ENTRIES PROVIDED:

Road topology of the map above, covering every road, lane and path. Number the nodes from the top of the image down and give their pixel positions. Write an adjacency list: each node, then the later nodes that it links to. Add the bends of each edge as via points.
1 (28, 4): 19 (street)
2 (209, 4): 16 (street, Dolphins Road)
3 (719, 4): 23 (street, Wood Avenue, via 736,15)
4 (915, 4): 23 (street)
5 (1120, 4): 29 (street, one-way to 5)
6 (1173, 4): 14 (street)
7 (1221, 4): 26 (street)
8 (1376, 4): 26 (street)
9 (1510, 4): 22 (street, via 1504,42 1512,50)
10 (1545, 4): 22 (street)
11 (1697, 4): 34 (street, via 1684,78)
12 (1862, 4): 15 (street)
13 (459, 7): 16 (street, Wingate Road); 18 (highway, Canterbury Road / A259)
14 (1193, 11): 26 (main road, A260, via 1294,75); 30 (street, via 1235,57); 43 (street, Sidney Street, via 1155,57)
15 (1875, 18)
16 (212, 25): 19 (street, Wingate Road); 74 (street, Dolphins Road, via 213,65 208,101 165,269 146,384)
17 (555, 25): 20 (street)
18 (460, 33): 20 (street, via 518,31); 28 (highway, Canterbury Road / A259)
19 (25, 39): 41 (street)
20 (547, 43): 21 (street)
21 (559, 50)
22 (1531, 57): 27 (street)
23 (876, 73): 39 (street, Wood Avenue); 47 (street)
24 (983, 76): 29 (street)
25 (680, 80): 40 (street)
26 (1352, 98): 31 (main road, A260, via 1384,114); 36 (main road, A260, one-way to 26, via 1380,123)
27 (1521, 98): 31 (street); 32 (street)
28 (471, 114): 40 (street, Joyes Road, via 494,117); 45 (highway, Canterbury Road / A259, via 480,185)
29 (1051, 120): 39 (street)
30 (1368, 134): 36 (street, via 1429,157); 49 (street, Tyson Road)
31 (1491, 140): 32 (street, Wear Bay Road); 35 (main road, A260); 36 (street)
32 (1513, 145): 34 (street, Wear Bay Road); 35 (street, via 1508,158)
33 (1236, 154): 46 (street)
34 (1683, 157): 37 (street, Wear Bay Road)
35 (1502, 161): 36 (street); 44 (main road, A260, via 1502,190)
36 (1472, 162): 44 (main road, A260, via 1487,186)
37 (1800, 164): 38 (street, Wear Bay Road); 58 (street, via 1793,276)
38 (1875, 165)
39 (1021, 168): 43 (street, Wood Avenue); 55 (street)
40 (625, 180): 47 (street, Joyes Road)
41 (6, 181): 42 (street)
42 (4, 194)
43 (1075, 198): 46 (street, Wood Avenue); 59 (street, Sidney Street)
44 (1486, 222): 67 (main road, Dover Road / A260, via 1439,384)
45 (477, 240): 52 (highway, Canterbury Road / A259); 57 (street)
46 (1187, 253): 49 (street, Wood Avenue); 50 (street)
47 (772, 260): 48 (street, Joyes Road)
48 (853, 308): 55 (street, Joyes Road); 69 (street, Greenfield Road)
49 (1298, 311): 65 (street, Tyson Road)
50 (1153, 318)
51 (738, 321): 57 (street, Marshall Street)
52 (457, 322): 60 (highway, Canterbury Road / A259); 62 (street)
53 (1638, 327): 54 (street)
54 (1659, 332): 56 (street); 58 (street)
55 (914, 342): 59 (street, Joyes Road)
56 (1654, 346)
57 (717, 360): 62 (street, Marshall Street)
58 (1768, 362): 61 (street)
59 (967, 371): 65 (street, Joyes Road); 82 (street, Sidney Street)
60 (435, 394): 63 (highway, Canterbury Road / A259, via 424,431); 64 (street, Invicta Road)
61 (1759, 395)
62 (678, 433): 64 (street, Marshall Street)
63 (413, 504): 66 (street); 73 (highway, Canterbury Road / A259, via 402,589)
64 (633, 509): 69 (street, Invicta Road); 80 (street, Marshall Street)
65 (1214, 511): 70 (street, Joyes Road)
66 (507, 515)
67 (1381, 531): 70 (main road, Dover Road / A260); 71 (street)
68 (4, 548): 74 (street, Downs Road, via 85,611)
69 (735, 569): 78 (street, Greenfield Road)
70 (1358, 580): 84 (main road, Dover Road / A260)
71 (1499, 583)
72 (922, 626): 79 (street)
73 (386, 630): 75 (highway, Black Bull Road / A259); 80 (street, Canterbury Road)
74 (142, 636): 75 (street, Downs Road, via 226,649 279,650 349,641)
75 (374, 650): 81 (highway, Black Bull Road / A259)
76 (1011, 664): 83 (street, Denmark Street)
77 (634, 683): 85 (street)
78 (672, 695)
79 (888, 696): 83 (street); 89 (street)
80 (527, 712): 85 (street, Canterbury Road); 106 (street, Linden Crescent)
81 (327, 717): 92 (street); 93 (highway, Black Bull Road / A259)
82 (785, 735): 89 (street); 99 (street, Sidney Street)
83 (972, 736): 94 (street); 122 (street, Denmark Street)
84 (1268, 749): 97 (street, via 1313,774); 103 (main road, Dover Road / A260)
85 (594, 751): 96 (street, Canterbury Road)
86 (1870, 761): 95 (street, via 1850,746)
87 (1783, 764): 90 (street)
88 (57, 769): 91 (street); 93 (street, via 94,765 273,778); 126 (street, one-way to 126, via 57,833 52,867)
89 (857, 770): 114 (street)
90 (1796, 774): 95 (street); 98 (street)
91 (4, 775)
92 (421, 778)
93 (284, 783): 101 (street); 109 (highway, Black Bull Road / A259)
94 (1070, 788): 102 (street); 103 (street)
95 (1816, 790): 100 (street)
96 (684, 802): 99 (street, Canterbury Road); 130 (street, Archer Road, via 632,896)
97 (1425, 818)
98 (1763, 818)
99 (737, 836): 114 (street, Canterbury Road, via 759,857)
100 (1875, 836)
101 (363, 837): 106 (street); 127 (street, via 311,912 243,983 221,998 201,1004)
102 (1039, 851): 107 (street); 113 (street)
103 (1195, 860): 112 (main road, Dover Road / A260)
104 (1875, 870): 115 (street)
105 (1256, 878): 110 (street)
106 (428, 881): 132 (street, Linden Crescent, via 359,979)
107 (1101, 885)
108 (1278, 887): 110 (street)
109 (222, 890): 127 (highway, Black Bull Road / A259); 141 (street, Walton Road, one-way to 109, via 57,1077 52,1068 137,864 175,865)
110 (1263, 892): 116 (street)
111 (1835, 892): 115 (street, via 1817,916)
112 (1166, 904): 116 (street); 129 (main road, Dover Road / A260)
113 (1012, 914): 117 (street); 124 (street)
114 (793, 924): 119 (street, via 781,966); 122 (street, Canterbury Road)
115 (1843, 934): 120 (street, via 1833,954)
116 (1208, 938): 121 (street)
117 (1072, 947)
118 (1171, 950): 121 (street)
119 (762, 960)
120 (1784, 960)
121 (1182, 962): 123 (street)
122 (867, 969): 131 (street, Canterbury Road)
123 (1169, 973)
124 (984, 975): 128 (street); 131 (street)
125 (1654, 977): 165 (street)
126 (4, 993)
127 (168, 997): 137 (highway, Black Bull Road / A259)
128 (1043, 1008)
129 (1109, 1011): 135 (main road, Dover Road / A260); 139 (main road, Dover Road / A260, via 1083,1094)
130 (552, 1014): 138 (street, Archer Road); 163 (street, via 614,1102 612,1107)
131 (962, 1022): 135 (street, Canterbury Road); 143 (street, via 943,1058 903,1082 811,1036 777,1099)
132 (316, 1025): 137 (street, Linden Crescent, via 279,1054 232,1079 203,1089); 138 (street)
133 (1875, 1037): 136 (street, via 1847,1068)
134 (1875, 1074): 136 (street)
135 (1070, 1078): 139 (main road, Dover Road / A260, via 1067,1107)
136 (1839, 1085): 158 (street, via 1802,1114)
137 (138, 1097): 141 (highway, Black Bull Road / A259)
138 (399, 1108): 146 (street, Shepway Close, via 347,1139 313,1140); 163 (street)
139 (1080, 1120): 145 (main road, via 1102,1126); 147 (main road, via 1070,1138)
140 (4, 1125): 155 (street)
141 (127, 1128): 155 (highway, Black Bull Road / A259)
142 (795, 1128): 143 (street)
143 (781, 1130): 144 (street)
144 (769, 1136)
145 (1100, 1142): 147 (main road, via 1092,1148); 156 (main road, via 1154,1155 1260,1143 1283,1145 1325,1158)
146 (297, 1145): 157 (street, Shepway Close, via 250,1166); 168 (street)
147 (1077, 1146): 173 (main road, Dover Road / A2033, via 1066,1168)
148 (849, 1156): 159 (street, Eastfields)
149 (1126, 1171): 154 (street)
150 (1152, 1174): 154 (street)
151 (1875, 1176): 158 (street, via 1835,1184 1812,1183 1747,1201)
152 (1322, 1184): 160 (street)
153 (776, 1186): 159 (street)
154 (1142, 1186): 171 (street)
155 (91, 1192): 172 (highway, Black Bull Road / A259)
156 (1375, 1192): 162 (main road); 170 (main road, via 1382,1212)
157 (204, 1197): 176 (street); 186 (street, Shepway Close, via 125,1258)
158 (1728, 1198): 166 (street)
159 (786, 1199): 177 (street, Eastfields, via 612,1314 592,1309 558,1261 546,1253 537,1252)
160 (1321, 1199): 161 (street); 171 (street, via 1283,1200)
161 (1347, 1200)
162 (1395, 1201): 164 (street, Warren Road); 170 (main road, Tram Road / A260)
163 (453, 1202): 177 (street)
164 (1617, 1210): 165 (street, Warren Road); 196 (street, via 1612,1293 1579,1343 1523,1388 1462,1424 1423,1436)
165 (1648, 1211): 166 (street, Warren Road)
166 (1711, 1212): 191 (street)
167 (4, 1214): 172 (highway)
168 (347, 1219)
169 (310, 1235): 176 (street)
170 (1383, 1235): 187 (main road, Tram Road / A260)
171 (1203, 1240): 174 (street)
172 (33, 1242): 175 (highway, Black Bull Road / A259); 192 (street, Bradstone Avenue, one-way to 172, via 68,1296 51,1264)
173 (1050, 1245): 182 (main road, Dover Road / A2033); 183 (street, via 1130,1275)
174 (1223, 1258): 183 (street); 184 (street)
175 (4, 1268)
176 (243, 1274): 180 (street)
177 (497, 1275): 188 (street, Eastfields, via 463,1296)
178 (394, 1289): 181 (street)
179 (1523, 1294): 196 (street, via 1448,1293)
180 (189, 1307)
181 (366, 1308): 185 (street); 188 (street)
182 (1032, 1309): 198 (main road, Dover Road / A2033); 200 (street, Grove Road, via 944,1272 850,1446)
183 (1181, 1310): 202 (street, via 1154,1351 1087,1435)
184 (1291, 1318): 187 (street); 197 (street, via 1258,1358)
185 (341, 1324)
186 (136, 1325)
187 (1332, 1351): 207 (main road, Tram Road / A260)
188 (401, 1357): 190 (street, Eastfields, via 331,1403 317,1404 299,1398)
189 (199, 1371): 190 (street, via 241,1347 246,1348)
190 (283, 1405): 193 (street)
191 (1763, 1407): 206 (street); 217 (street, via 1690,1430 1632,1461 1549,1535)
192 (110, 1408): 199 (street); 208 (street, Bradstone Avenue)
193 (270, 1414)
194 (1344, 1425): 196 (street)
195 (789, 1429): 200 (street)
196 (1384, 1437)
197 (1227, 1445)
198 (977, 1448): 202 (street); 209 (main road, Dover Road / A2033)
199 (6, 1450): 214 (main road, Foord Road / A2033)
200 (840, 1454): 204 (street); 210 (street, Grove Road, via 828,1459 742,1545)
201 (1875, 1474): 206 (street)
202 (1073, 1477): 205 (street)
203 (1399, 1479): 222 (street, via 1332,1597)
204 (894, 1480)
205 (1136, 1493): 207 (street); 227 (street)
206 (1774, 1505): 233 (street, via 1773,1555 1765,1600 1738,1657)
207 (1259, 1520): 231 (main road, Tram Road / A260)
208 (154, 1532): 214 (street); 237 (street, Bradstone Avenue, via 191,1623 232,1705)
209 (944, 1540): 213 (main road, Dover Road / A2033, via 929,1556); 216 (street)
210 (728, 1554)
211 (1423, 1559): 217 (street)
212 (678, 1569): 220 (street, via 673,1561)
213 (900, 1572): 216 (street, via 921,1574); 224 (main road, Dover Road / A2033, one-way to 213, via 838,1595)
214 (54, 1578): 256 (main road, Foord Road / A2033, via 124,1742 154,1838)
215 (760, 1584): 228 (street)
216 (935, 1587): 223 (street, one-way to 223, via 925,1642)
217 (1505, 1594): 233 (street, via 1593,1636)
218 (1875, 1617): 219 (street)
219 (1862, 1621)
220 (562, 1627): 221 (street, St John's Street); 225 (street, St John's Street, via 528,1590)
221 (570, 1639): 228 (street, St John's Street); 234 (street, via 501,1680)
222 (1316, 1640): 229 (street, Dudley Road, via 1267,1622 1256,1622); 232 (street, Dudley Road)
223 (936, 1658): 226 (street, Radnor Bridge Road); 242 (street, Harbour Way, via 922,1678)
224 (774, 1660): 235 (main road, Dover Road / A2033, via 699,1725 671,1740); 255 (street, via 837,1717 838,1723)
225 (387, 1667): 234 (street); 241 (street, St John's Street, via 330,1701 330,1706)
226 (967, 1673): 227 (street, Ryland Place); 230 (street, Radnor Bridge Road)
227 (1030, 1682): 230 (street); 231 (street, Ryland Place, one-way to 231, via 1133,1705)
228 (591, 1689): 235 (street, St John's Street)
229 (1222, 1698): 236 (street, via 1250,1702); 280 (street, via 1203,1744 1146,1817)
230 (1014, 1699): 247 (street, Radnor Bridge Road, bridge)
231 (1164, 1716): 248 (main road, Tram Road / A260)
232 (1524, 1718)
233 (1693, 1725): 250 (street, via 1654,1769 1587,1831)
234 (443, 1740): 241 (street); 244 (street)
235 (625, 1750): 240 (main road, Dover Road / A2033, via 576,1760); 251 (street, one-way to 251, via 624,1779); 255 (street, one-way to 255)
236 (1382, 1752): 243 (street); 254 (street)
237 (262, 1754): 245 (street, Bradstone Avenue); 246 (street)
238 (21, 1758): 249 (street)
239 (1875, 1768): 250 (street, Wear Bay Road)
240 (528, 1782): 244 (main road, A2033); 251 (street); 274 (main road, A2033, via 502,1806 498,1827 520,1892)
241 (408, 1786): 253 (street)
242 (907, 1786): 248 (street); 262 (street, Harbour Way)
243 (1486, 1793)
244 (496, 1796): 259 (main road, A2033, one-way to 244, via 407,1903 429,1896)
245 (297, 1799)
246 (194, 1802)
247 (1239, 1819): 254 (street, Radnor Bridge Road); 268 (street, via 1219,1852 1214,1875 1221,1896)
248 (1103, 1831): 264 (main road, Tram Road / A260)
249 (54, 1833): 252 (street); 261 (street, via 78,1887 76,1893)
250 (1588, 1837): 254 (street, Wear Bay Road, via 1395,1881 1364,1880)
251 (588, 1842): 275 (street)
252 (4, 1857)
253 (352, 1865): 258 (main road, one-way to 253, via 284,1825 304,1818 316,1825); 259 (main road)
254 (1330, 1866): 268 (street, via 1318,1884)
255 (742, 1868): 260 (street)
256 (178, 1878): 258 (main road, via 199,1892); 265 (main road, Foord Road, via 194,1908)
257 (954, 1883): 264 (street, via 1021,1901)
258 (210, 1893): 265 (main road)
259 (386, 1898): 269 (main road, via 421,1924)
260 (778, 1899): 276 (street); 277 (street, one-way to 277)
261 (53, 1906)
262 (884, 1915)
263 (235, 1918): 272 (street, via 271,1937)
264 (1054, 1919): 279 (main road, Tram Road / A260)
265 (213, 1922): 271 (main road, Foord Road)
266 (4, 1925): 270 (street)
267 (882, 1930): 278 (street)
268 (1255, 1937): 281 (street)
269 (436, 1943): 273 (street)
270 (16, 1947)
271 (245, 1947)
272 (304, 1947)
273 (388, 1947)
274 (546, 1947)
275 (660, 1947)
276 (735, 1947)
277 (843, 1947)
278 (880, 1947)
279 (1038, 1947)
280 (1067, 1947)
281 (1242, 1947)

INSTRUCTIONS TO FOLLOW: Could you copy every line from the records that mentions the word "Wear"?

WRITTEN ANSWER:
31 (1491, 140): 32 (street, Wear Bay Road); 35 (main road, A260); 36 (street)
32 (1513, 145): 34 (street, Wear Bay Road); 35 (street, via 1508,158)
34 (1683, 157): 37 (street, Wear Bay Road)
37 (1800, 164): 38 (street, Wear Bay Road); 58 (street, via 1793,276)
239 (1875, 1768): 250 (street, Wear Bay Road)
250 (1588, 1837): 254 (street, Wear Bay Road, via 1395,1881 1364,1880)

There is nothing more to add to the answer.